Non è però il caso di aprire discussioni ontologiche che andrebbero oltre il pezzo di Bonito Oliva: piuttosto, a cogliere in maniera viva e pungente il target sul quale sarebbe più utile che s’indirizzasse il dibattimento aperto da Massimo Mattioli, è stato Roberto Gramiccia, che in un post pubblico scritto sul suo profilo Facebook ha giustamente evidenziato che il cosiddetto “sistema dell’arte” altro non è che “una forma particolare di quell’industria culturale che segue le leggi del mercato e del sistema capitalistico”, e che in quanto tale “si disinteressa totalmente della qualità e si occupa esclusivamente del business e dell’accumulazione fino a teorizzare che tutto può essere arte”.

Ora, prendendo le mosse da un intervento di Luca Zuccala che abbiamo pubblicato su queste pagine, si potrebbe affermare, schematizzando all’estremo (ma in maniera utile per dare un’idea), che l’attuale industria culturale muove essenzialmente verso due tipi di pubblico: quello che acquista opere d’arte e quello che visita musei, mostre ed eventi. Ambedue i pubblici vengono raggiunti da una proposta che soggiace a leggi stabilite dal mercato (sempre col fine di vendere merce, di piazzare un prodotto, si tratti di un’opera d’arte o del titolo d’accesso a una mostra), ma scontano il fatto che sia sempre meno presente il “garante” (chiamiamolo così) di questo mercato, ovvero la critica. Sulle cause di questa graduale uscita di scena della critica si è discusso a lungo, si continua a discutere e si dovrà continuare a discutere.
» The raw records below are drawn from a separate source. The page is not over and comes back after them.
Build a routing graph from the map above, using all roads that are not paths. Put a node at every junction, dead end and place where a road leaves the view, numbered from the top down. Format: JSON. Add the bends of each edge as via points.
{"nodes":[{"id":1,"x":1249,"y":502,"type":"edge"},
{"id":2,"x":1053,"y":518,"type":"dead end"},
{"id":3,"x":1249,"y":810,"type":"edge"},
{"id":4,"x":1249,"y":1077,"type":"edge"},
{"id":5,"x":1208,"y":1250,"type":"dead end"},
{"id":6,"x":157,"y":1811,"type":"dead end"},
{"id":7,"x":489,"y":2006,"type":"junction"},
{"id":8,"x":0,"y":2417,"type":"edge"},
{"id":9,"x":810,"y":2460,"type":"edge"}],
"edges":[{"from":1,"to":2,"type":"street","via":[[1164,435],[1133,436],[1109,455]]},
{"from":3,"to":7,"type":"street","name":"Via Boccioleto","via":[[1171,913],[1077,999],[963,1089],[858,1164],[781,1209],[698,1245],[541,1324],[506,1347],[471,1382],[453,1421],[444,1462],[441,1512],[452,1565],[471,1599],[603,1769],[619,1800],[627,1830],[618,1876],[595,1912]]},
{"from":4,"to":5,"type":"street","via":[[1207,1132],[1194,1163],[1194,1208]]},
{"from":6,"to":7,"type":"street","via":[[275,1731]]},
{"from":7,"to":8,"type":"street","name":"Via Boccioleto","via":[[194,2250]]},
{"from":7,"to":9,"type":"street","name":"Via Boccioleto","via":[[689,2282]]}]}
La conseguenza coincide col problema principale: non tanto l’esistenza d’un “sistema dell’arte”, più o meno esteso, più o meno storicamente accertato, più o meno frammentato e più o meno riconoscibile, quanto piuttosto la qualità che un simile sistema è capace d’esprimere, riconoscere, sostenere, trasmettere e valorizzare.

Achille Bonito Oliva
Achille Bonito Oliva
Achille Bonito Oliva nel 1989
Achille Bonito Oliva nel 1989

Potrebbero esser chiamati in causa tanti segnali in grado di fornire utili indicazioni su questa “crisi della qualità”, per così dire: osservando solo gli aspetti più evidenti, si va dalle mostre che il pubblico visita in massa ai libri che acquista, dalla merce che si trova nelle fiere ai soggetti che a ogni stagione stabiliscono le regole con cui si comunica l’arte (vale soprattutto per l’intricata palude dei social network, ma il discorso potrebbe essere esteso anche ai media tradizionali). Visto che però si è partiti da Bonito Oliva, ci si potrebbe limitare a un unico esempio: Bonito Oliva da anni compie una sistematica, continua e costante operazione di auto-riciclo dei propri testi, che vengono accomodati alla bisogna, anche a distanza di anni, per parlare d’un artista totalmente diverso rispetto a quello ch’era stato oggetto del testo critico redatto anni prima. Il procedimento è semplice: si parte da un contributo critico scritto in precedenza, si cambia il soggetto e il nuovo testo critico è bell’e pronto per essere somministrato al pubblico plaudente e ai curators estasiati dinnanzi alle immagini che ABO sventaglia nella sua produzione, dal “chiarore interno che denota un percorso di elaborazione accrescitiva in quanto sposta non soltanto la collocazione del reale dalla propria statica iniziale ma ne valorizza anche la capacità di relazione” all’immagine che è “il portato di un campo di segni disseminati fuori da qualsiasi idea di percorso e tutti pronti a rientrare dentro se stessi a sognare la propria esilità ombratile”. Non importa che ci sia continuità estetica, umana, simbolica tra l’artista per cui era stato scritto il testo e quello per cui viene riutilizzato. È arte, punto.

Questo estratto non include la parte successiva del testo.